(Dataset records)

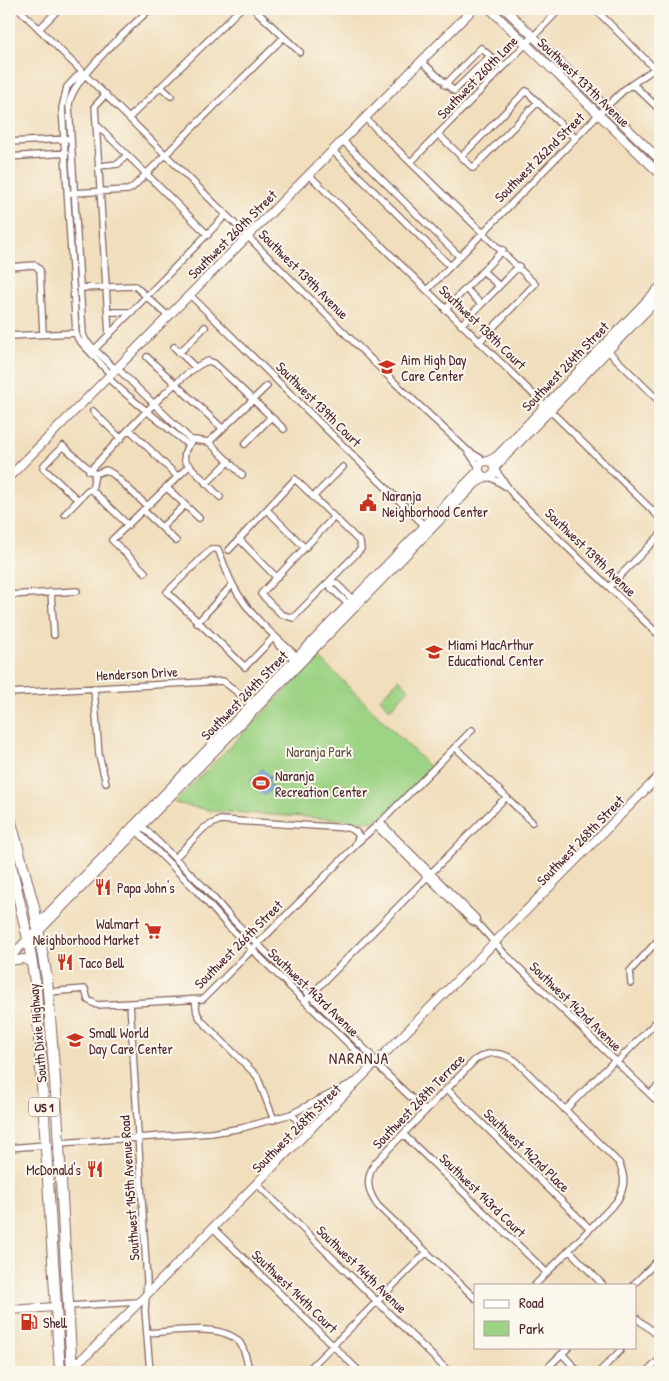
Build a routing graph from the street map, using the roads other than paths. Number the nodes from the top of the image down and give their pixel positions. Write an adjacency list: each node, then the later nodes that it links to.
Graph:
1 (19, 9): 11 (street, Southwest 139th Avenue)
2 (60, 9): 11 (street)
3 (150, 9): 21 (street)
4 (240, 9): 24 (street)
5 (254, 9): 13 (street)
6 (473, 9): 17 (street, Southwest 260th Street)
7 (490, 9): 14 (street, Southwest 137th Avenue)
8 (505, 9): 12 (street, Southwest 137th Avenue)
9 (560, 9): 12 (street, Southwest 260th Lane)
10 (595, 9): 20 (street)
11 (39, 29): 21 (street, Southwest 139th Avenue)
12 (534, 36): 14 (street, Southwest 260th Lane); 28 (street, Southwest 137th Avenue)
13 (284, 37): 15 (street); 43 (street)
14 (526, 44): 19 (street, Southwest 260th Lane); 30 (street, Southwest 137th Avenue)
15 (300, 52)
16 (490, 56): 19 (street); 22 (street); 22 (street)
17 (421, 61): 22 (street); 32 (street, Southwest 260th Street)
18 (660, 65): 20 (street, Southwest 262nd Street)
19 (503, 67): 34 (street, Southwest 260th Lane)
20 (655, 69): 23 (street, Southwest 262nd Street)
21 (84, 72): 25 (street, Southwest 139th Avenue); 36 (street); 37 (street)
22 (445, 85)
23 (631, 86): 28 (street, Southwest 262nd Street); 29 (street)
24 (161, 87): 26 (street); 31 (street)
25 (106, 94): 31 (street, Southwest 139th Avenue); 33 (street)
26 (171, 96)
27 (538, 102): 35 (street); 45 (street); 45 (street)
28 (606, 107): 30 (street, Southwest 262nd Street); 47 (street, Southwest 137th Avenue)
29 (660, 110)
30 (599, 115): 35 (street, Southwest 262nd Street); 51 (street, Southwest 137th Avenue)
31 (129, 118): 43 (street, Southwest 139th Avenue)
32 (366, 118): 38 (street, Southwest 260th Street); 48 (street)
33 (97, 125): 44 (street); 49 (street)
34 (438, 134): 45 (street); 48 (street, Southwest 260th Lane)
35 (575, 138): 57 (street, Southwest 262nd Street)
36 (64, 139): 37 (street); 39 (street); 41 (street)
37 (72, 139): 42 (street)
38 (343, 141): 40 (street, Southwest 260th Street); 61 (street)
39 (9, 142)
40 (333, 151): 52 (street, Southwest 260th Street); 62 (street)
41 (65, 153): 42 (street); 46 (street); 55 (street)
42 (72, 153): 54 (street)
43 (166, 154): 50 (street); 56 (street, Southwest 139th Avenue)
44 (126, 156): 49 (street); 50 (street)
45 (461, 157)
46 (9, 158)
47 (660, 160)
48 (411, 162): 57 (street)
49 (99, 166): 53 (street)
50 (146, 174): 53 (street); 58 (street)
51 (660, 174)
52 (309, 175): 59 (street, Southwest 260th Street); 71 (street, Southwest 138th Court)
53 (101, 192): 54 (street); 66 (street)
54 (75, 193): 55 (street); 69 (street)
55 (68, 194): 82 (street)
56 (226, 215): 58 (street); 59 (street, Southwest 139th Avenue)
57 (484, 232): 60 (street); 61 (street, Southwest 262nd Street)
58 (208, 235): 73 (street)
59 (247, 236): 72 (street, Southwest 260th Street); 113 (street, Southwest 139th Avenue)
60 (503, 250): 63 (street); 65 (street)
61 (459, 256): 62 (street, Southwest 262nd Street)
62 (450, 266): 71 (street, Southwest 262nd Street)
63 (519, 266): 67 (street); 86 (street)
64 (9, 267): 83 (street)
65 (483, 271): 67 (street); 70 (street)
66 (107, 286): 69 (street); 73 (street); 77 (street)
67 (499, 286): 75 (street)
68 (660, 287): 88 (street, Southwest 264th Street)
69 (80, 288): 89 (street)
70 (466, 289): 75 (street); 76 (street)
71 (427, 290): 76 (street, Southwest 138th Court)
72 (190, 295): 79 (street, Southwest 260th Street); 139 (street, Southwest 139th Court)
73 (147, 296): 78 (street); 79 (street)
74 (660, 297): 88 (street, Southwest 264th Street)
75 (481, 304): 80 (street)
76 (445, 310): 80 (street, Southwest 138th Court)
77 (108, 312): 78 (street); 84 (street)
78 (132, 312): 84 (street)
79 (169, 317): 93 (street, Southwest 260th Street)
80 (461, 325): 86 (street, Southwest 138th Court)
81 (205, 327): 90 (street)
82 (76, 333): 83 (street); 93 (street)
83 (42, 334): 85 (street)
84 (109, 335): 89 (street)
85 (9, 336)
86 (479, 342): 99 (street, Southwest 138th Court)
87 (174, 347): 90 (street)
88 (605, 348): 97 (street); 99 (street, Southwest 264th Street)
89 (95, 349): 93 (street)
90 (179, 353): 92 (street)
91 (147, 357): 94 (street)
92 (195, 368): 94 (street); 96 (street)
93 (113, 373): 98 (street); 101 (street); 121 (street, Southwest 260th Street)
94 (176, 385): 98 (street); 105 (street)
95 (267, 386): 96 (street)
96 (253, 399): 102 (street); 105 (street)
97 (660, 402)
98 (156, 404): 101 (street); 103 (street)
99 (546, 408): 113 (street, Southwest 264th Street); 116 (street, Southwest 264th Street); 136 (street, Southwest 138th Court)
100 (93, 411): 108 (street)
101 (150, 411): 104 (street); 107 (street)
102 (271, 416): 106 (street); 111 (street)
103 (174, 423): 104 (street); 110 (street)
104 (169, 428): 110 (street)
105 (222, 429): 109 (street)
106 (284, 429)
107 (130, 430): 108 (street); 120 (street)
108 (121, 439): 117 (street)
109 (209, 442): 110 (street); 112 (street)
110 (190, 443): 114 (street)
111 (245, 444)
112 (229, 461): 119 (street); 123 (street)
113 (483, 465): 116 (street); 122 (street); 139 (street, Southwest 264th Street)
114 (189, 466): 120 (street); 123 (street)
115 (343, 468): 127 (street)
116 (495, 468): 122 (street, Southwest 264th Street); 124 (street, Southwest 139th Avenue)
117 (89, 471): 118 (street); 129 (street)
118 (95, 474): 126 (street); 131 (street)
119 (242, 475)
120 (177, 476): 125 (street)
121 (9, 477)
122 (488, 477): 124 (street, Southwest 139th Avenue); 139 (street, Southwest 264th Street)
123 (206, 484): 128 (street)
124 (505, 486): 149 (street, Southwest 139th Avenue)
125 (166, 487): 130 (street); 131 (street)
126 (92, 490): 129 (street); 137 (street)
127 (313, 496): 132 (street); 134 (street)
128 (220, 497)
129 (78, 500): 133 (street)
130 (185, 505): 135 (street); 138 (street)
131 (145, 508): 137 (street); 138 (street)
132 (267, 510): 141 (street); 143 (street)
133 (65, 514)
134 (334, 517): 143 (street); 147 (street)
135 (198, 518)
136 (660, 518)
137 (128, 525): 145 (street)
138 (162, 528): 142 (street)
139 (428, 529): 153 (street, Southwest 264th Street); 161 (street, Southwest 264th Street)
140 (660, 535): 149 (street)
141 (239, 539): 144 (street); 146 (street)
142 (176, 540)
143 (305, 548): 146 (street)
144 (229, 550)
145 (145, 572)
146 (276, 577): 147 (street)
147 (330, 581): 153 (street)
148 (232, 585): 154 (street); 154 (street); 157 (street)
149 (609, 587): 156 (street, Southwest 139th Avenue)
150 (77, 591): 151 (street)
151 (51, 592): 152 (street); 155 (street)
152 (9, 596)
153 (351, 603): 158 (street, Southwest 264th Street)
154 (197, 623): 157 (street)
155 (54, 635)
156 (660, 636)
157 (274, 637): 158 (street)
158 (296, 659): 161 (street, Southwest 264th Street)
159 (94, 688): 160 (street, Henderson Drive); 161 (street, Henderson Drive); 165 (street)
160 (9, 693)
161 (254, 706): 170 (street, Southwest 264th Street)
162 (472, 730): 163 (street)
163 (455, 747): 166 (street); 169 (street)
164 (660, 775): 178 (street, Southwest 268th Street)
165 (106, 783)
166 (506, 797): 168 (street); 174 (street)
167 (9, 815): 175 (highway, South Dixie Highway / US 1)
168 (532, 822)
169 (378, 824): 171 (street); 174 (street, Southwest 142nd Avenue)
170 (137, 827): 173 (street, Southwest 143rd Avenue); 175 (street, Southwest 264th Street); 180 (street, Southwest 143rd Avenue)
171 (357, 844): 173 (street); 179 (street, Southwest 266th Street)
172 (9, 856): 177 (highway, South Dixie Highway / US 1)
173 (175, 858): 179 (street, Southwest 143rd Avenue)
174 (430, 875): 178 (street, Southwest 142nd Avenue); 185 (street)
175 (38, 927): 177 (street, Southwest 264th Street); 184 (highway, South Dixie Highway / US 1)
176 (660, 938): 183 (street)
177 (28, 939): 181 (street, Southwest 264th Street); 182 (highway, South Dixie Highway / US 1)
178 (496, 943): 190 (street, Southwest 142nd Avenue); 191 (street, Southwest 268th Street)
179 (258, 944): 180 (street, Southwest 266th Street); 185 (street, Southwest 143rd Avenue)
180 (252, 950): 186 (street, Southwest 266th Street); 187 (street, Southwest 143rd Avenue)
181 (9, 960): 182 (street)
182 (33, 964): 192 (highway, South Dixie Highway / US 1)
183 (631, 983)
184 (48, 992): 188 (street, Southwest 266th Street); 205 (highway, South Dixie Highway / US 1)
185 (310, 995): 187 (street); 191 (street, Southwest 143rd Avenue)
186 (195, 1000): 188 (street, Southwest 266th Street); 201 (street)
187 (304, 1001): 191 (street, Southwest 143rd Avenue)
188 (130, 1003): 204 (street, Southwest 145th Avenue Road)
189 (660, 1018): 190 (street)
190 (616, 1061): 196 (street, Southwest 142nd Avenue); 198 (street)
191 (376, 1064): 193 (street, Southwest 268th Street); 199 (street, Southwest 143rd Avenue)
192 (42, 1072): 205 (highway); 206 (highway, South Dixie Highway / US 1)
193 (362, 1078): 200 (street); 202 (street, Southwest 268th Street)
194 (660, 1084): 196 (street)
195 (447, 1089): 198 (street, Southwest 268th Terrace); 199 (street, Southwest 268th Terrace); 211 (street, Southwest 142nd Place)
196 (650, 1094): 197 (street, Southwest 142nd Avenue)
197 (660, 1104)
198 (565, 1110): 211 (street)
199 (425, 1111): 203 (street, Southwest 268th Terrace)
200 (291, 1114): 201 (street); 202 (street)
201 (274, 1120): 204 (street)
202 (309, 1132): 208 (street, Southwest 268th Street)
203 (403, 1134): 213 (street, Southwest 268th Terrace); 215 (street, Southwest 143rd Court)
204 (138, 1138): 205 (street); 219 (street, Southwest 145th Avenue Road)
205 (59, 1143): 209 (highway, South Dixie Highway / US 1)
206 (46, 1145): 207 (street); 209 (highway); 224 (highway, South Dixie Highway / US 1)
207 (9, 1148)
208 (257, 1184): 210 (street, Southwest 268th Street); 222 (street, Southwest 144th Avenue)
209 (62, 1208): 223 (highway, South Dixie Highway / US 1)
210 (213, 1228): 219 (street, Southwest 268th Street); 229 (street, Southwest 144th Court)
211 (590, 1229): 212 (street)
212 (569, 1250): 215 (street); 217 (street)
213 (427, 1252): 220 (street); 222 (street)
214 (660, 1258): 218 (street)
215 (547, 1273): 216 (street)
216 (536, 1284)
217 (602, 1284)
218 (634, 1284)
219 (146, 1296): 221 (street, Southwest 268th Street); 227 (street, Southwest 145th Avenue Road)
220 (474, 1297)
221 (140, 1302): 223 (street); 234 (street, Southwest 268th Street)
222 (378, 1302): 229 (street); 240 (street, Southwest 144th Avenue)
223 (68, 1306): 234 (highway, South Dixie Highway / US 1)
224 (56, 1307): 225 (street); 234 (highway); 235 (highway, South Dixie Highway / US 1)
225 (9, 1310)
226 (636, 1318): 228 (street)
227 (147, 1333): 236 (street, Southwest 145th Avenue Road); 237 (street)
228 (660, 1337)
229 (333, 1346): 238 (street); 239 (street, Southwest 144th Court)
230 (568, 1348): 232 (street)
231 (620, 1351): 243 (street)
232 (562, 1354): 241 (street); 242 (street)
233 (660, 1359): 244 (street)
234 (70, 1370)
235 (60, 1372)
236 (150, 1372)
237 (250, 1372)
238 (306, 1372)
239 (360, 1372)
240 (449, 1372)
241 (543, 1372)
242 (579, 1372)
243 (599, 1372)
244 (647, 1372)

▶ **Task description**: From the records above, return each line that includes "Terrace".

▶ **Answer to this exercise**:
195 (447, 1089): 198 (street, Southwest 268th Terrace); 199 (street, Southwest 268th Terrace); 211 (street, Southwest 142nd Place)
199 (425, 1111): 203 (street, Southwest 268th Terrace)
203 (403, 1134): 213 (street, Southwest 268th Terrace); 215 (street, Southwest 143rd Court)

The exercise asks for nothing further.